Georg Szell (Budapest, 7 June 1897 - Cleveland, 30 July 1970) was an American conductor of Hungarian birth. He made his debut as a pianist and composer at the age of ten in Vienna, were he grew up. Shortly afterwards he triumphed in London, where he was hailed as ‘the new Mozart’.
Szell studied piano and composition in Vienna, where his teachers included J.B. Foerster. Following his English debut he spent several months in Dresden attending a composition course directed by Max Reger.
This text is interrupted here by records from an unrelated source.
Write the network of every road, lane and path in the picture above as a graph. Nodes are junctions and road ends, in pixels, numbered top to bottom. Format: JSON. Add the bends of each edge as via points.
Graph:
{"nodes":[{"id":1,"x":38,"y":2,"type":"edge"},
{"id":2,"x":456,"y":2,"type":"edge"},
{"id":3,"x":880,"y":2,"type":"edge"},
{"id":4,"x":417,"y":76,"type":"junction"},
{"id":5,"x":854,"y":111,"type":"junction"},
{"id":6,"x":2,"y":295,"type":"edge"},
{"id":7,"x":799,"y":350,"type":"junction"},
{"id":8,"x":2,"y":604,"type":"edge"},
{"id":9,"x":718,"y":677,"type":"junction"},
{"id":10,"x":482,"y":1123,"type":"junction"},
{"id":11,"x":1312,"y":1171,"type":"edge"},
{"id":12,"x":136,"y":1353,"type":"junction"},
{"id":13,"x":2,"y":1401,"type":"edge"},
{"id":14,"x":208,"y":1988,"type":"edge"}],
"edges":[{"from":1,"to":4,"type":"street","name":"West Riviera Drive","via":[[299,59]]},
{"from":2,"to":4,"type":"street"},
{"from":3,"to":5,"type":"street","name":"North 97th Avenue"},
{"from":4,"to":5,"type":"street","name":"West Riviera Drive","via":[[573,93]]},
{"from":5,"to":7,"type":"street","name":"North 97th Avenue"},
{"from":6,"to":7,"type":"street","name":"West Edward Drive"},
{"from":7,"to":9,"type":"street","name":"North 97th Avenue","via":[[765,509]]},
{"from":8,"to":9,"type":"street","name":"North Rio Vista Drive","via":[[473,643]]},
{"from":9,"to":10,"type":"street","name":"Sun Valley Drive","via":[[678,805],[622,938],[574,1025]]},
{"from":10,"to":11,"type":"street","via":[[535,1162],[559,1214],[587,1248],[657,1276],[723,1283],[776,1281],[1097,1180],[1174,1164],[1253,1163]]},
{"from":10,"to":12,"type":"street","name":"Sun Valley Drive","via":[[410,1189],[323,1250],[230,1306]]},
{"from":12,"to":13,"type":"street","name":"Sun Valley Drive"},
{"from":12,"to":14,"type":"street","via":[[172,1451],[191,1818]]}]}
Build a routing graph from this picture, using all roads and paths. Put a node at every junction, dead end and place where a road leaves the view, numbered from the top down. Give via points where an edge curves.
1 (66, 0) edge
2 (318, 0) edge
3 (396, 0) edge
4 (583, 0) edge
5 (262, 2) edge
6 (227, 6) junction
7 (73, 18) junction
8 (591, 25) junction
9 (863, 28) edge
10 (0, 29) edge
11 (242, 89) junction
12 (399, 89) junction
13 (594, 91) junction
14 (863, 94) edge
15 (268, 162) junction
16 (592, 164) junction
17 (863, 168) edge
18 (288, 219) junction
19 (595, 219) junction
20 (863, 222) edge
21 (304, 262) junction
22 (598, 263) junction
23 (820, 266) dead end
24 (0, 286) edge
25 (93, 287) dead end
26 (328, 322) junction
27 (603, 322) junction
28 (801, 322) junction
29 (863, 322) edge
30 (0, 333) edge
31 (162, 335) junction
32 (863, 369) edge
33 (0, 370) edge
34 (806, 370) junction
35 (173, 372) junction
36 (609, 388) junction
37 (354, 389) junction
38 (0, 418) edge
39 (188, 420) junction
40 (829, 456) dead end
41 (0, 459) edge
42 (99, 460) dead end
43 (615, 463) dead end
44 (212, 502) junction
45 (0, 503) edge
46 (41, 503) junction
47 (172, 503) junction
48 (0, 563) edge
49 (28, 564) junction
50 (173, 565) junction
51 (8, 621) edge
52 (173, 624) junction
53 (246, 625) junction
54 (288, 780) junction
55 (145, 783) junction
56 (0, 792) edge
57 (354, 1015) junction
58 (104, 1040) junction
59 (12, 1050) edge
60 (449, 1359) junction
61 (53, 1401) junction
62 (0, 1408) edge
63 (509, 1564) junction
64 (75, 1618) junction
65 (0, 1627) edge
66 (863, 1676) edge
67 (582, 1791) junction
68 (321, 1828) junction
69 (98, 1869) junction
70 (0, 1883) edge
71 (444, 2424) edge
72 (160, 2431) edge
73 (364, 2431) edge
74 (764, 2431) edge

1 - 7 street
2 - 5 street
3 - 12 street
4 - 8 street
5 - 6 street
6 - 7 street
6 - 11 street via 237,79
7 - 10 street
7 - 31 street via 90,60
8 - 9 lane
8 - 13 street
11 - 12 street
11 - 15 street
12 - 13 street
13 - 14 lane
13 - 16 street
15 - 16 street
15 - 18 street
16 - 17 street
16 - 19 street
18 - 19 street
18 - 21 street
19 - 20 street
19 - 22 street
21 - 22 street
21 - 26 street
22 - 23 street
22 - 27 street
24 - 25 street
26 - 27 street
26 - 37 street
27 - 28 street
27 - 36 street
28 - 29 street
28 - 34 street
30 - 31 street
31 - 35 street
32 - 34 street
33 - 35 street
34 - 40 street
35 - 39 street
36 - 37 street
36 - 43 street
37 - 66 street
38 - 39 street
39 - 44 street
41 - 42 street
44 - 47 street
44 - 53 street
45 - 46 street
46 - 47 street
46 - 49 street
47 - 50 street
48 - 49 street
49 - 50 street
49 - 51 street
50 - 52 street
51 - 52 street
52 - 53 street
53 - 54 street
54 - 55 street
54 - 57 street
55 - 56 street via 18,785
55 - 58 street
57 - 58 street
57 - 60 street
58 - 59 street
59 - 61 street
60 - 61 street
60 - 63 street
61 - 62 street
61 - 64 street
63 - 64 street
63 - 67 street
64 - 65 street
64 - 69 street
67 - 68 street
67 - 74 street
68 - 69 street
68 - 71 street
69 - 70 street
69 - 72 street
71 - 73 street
Although initially uncertain about the path to follow, saying that he wished to become an ‘all-round musician’, from the age of thirteen he set his mind on conducting. Not until five years later did this dream become true after an encounter with Richard Strauss’s assistant Leo Blech, from whom Szell said that he learnt an immense amount. Strauss then took him under his care – he became répétiteur at the Berlin Opera – and from that moment there was no doubt about his destination. Composition made way for conducting, and it was this that brought Szell world fame. In 1930 he conducted American orchestras for the first time, followed in the Netherlands by the Residentie Orkest in The Hague (1933) and the Amsterdam Concertgebouw Orchestra (1936), and the New York NBC on the invitation of Arturo Toscanini in 1941. From 1946 until his death Szell was chief conductor of the Cleveland Orchestra, while until 1966 he also appeared as a regular guest conductor with the Amsterdam Concertgebouw Orchestra.